Réfraction subjective : ce que le jury VAE BTS opticien lunetier évalue vraiment
La réfraction subjective est au cœur du référentiel du BTS opticien lunetier. C’est l’une des compétences les plus scrutées par le jury lors d’une VAE BTS opticien lunetier. Voici ce qu’il attend réellement de vous.
Qu’évalue le jury en réfraction subjective ?
Le jury ne se contente pas de vérifier que vous savez faire un examen de vue. Il évalue votre capacité à :
- Analyser et interpréter les données de la réfraction objective (skiascopie, autoréfractomètre).
- Conduire un protocole de réfraction subjective rigoureux : détermination du brouillard, recherche de l’acuité maximale, équilibre bioculaire et binoculaire.
- Gérer les cas complexes : fort astigmatisme, anisométropie, presbytie, amblyopie.
- Prescrire ou adapter l’équipement optique en tenant compte de la tolérance du patient et de ses habitudes visuelles.
- Expliquer et justifier votre prescription avec le vocabulaire ophtalmologique approprié.
Comment documenter la réfraction dans son livret 2 ?
Illustrez votre pratique avec des cas réels (anonymisés) : ordonnances, fiches de mesure, correspondance avec un ophtalmologiste si pertinent. Décrivez votre raisonnement pas à pas — c’est ce raisonnement clinique que le jury cherche à valider, pas uniquement le résultat final.
Les modules de révision EasyOpto en réfraction
Pour les opticiens dont la pratique quotidienne ne couvre pas tous les aspects de la réfraction évaluée en VAE, EasyOpto propose des modules de révision ciblés en optométrie. Ces modules vous permettent de consolider vos bases théoriques et de préparer vos réponses au jury avec confiance.
Pour maîtriser les attendus du jury en réfraction, EasyOpto propose une formation dédiée à la réfraction appliquée. Celle-ci est intégrée dans la Formule Complète VAE opticien lunetier.
Pour aller plus loin : Sur un geste précis que le jury peut vous demander de détailler : la méthode de Von Graefe pour mesurer les phories dissociées, expliquée pas à pas et démontrée en vidéo.

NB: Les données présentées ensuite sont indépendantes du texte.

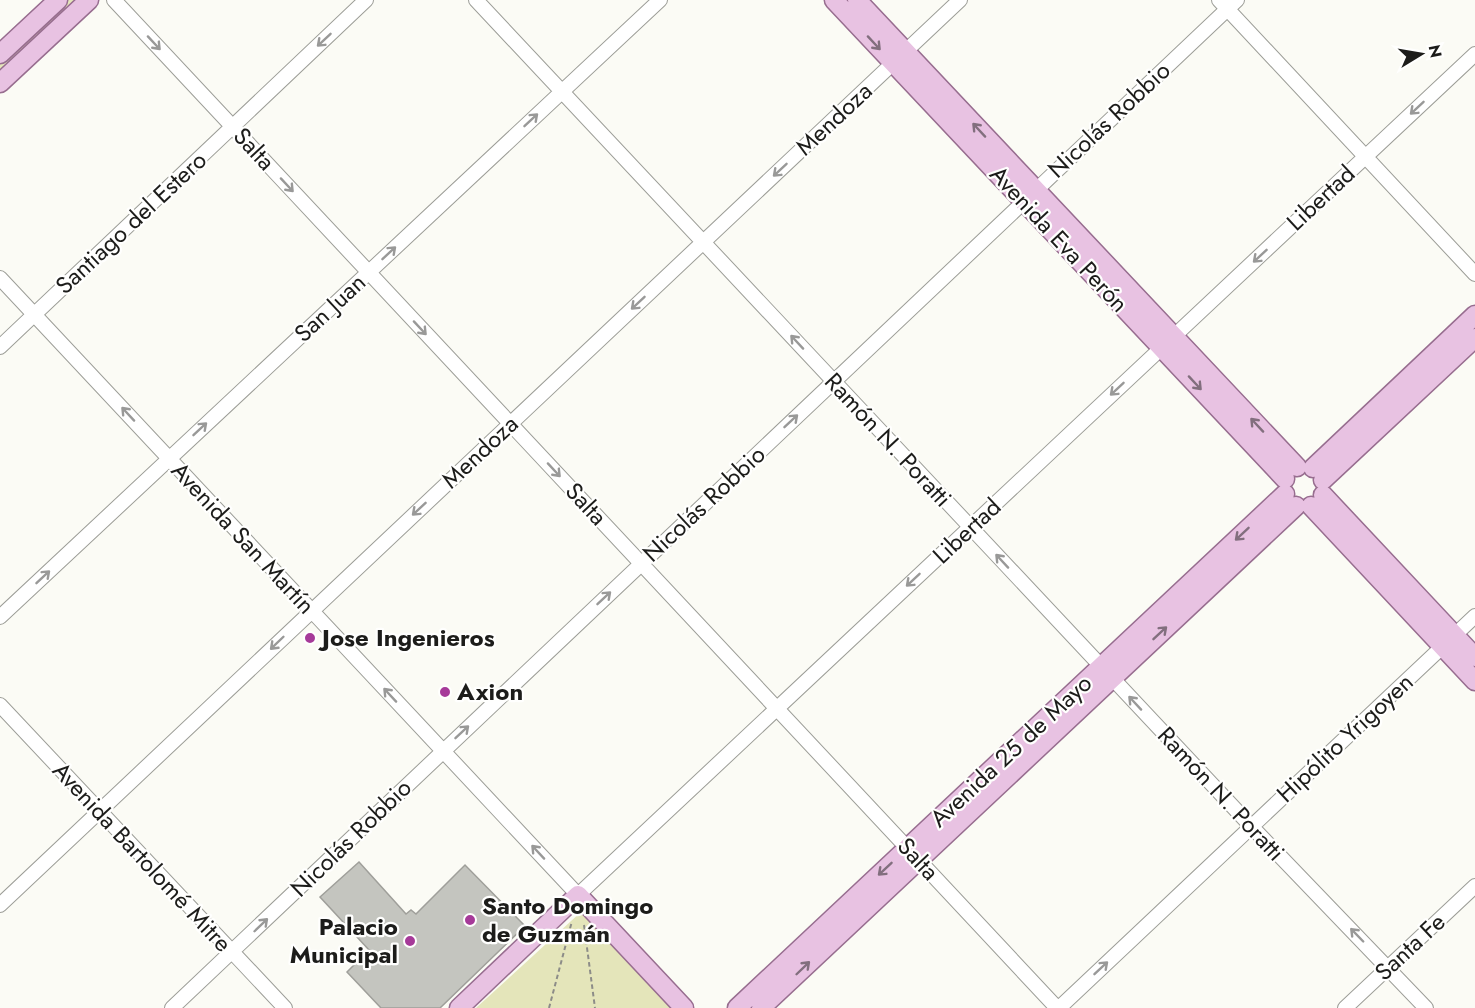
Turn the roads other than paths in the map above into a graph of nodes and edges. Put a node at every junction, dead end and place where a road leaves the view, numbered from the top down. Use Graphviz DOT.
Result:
graph roads {
  1 [pos="58,0"];
  2 [pos="89,0"];
  3 [pos="114,0"];
  4 [pos="366,0"];
  5 [pos="477,0"];
  6 [pos="660,0"];
  7 [pos="834,0"];
  8 [pos="857,0"];
  9 [pos="960,0"];
  10 [pos="1227,3"];
  11 [pos="0,54"];
  12 [pos="1475,54"];
  13 [pos="899,57"];
  14 [pos="0,83"];
  15 [pos="562,90"];
  16 [pos="232,127"];
  17 [pos="1365,157"];
  18 [pos="1030,196"];
  19 [pos="703,242"];
  20 [pos="369,272"];
  21 [pos="1475,274"];
  22 [pos="0,278"];
  23 [pos="34,314"];
  24 [pos="1475,315"];
  25 [pos="1475,338"];
  26 [pos="1168,342"];
  27 [pos="0,347"];
  28 [pos="833,381"];
  29 [pos="510,423"];
  30 [pos="168,458"];
  31 [pos="1304,487"];
  32 [pos="970,527"];
  33 [pos="641,563"];
  34 [pos="311,610"];
  35 [pos="1475,616"];
  36 [pos="0,617"];
  37 [pos="1448,641"];
  38 [pos="1475,657"];
  39 [pos="1106,672"];
  40 [pos="1475,681"];
  41 [pos="0,705"];
  42 [pos="777,708"];
  43 [pos="442,750"];
  44 [pos="100,812"];
  45 [pos="1251,826"];
  46 [pos="912,853"];
  47 [pos="1475,886"];
  48 [pos="578,895"];
  49 [pos="0,905"];
  50 [pos="232,952"];
  51 [pos="1388,968"];
  52 [pos="172,1008"];
  53 [pos="285,1008"];
  54 [pos="459,1008"];
  55 [pos="684,1008"];
  56 [pos="737,1008"];
  57 [pos="761,1008"];
  58 [pos="1058,1008"];
  59 [pos="1345,1008"];
  60 [pos="1426,1008"];
  1 -- 11 [label="main road"];
  2 -- 14 [label="main road"];
  3 -- 16 [label="street, Salta, one-way"];
  4 -- 16 [label="street, Santiago del Estero, one-way"];
  5 -- 15 [label="street, Ramón N. Poratti"];
  6 -- 15 [label="street, San Juan"];
  7 -- 13 [label="main road, Avenida Eva Perón, one-way"];
  8 -- 13 [label="main road, Avenida Eva Perón"];
  9 -- 13 [label="street, Mendoza"];
  10 -- 17 [label="street"];
  10 -- 18 [label="street, Nicolás Robbio"];
  12 -- 17 [label="street, Libertad, one-way"];
  13 -- 18 [label="main road, Avenida Eva Perón"];
  13 -- 19 [label="street, Mendoza, one-way"];
  15 -- 19 [label="street, Ramón N. Poratti"];
  20 -- 15 [label="street, San Juan, one-way"];
  16 -- 20 [label="street, Salta, one-way"];
  16 -- 23 [label="street, Santiago del Estero"];
  17 -- 21 [label="street"];
  17 -- 26 [label="street, Libertad, one-way"];
  18 -- 26 [label="main road, Avenida Eva Perón"];
  18 -- 28 [label="street, Nicolás Robbio"];
  28 -- 19 [label="street, Ramón N. Poratti, one-way"];
  19 -- 29 [label="street, Mendoza, one-way"];
  20 -- 29 [label="street, Salta, one-way"];
  30 -- 20 [label="street, San Juan, one-way"];
  22 -- 23 [label="street, Avenida San Martín"];
  23 -- 27 [label="street, Santiago del Estero"];
  30 -- 23 [label="street, Avenida San Martín, one-way"];
  24 -- 31 [label="main road, Avenida 25 de Mayo"];
  25 -- 31 [label="main road, Avenida 25 de Mayo"];
  26 -- 31 [label="main road, Avenida Eva Perón"];
  26 -- 32 [label="street, Libertad, one-way"];
  28 -- 32 [label="street, Ramón N. Poratti"];
  33 -- 28 [label="street, Nicolás Robbio, one-way"];
  29 -- 33 [label="street, Salta, one-way"];
  29 -- 34 [label="street, Mendoza, one-way"];
  30 -- 34 [label="street, Avenida San Martín"];
  36 -- 30 [label="street, San Juan, one-way"];
  31 -- 37 [label="main road, Avenida Eva Perón"];
  31 -- 39 [label="main road, Avenida 25 de Mayo"];
  39 -- 32 [label="street, Ramón N. Poratti, one-way"];
  32 -- 42 [label="street, Libertad, one-way"];
  33 -- 42 [label="street, Salta"];
  43 -- 33 [label="street, Nicolás Robbio, one-way"];
  43 -- 34 [label="street, Avenida San Martín, one-way"];
  34 -- 44 [label="street, Mendoza, one-way"];
  35 -- 37 [label="street, Hipólito Yrigoyen"];
  37 -- 38 [label="main road, Avenida Eva Perón"];
  37 -- 40 [label="main road, Avenida Eva Perón"];
  37 -- 45 [label="street, Hipólito Yrigoyen"];
  45 -- 39 [label="street, Ramón N. Poratti, one-way"];
  39 -- 46 [label="main road, Avenida 25 de Mayo"];
  41 -- 44 [label="street, Avenida Bartolomé Mitre"];
  42 -- 46 [label="street, Salta"];
  42 -- 48 [label="street, Libertad"];
  48 -- 43 [label="street, Avenida San Martín, one-way"];
  50 -- 43 [label="street, Nicolás Robbio, one-way"];
  44 -- 49 [label="street, Mendoza"];
  44 -- 50 [label="street, Avenida Bartolomé Mitre"];
  51 -- 45 [label="street, Ramón N. Poratti, one-way"];
  58 -- 45 [label="street, Hipólito Yrigoyen, one-way"];
  46 -- 56 [label="main road, Avenida 25 de Mayo, one-way"];
  57 -- 46 [label="main road, Avenida 25 de Mayo, one-way"];
  46 -- 58 [label="street, Salta"];
  47 -- 51 [label="street, Santa Fe"];
  48 -- 54 [label="main road, Libertad"];
  48 -- 55 [label="main road, Avenida San Martín"];
  50 -- 52 [label="street, Nicolás Robbio"];
  50 -- 53 [label="street, Avenida Bartolomé Mitre"];
  51 -- 59 [label="street, Santa Fe"];
  51 -- 60 [label="street, Ramón N. Poratti"];
}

L’enchaînement que le jury attend
Un candidat qui récite une liste d’étapes ne convainc pas. Un candidat qui explique pourquoi chaque étape précède la suivante démontre une compétence. L’ordre, et sa raison d’être :
- L’histoire de cas — elle oriente tout le reste. Sans plainte identifiée, on mesure sans savoir ce qu’on cherche.

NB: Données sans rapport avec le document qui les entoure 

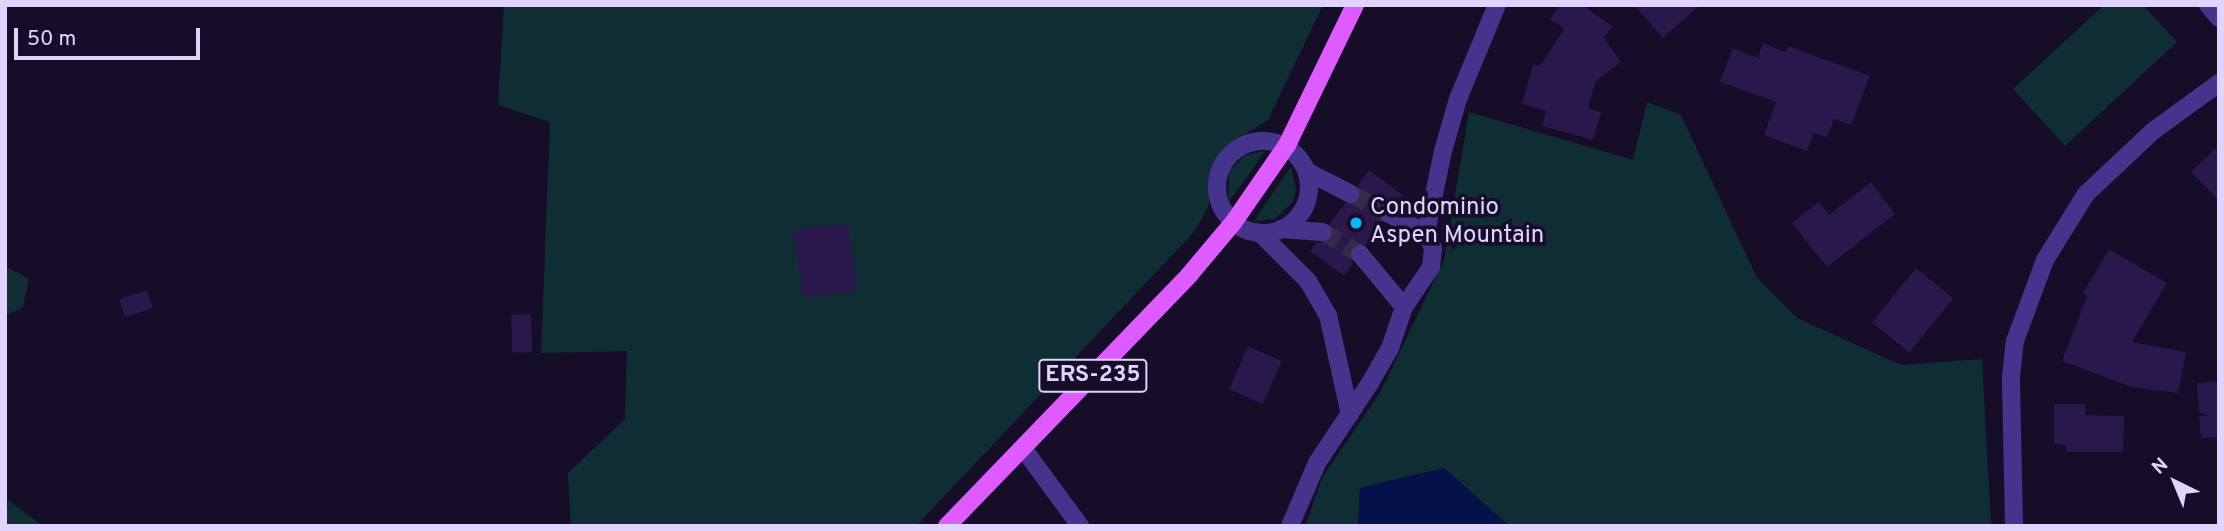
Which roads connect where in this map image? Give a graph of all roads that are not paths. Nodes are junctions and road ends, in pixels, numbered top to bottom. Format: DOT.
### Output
graph roads {
  1 [pos="1355,5"];
  2 [pos="1497,5"];
  3 [pos="2208,5"];
  4 [pos="2219,18"];
  5 [pos="2219,83"];
  6 [pos="1287,145"];
  7 [pos="1308,172"];
  8 [pos="1352,194"];
  9 [pos="1389,214"];
  10 [pos="1233,223"];
  11 [pos="1280,229"];
  12 [pos="1324,232"];
  13 [pos="1260,233"];
  14 [pos="1426,233"];
  15 [pos="1360,254"];
  16 [pos="1404,307"];
  17 [pos="1350,415"];
  18 [pos="1023,448"];
  19 [pos="947,526"];
  20 [pos="1080,526"];
  21 [pos="1290,526"];
  22 [pos="2014,526"];
  1 -- 6 [label="main road, ERS-235"];
  2 -- 14 [label="street"];
  3 -- 4 [label="street"];
  5 -- 22 [label="street"];
  6 -- 7 [label="street"];
  6 -- 10 [label="main road, ERS-235"];
  6 -- 10 [label="street"];
  7 -- 8 [label="street"];
  7 -- 11 [label="street"];
  9 -- 14 [label="street"];
  10 -- 13 [label="street"];
  10 -- 18 [label="main road, ERS-235"];
  11 -- 12 [label="street"];
  11 -- 13 [label="street"];
  13 -- 17 [label="street"];
  14 -- 16 [label="street"];
  15 -- 16 [label="street"];
  16 -- 17 [label="street"];
  17 -- 21 [label="street"];
  18 -- 19 [label="main road, ERS-235"];
  18 -- 20 [label="street"];
}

- Le point de départ objectif — l’autoréfracteur oriente mais ne conclut jamais
- La sphère, puis le cylindre — l’encadrement aux cylindres croisés : l’axe d’abord, la puissance ensuite.
- L’équilibre bioculaire puis binoculaire — la dernière étape, souvent bâclée, souvent interrogée.
- La vision binoculaire — Von Graefe, Maddox ou cover test selon votre pratique.
- L’addition — croix de Jackson et parcours d’accommodation.
Les trois questions qui reviennent
- « Ce résultat, comment l’interprétez-vous ? Et s’il avait été inverse ? »
- « Pourquoi cette méthode plutôt qu’une autre ? » — la bonne réponse est celle de votre pratique réelle, expliquée.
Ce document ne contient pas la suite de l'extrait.